╭─ SOURCE INFORMATION
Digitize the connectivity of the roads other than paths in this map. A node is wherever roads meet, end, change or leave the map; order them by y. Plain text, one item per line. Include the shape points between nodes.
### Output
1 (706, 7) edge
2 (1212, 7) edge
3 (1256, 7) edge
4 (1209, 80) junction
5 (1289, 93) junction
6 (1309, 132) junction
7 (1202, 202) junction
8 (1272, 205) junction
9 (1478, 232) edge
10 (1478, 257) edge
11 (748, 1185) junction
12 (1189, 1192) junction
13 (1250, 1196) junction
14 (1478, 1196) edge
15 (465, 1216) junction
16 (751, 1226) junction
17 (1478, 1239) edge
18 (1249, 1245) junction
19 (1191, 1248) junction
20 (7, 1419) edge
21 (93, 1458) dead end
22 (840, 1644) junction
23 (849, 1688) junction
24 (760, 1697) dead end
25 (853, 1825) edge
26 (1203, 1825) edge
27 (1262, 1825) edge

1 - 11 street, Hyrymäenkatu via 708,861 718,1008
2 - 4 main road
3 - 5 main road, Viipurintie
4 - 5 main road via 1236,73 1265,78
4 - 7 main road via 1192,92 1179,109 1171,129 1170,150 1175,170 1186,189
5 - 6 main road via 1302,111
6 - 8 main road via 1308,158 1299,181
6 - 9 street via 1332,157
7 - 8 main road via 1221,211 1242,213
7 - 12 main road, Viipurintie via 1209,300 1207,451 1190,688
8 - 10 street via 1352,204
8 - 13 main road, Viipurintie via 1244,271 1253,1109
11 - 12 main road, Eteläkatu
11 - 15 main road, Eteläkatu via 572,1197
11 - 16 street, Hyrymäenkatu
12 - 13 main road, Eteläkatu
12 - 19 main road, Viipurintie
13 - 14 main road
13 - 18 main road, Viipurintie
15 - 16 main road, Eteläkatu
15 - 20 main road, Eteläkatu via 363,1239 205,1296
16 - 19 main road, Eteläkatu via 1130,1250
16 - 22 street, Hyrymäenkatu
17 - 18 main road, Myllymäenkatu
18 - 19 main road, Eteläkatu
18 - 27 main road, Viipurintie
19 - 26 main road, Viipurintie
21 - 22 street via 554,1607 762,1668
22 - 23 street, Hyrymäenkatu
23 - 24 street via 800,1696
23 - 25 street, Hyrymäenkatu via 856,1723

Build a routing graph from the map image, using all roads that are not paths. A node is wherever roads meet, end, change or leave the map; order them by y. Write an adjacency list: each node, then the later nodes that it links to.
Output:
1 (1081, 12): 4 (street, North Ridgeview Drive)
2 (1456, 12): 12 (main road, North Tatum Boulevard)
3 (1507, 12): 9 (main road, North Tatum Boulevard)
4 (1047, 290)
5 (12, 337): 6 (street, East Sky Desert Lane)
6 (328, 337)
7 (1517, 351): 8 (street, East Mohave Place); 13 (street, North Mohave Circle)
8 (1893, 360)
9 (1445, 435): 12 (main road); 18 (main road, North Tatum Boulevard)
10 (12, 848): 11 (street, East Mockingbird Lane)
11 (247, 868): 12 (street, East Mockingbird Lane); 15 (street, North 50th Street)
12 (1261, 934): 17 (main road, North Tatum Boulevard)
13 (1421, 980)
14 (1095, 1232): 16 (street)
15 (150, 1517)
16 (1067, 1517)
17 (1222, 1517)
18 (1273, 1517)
╰─
BRIEF:
Your reply must consist of one number, the count of lines in the entries that hold "paths".

WRITTEN REPLY:
2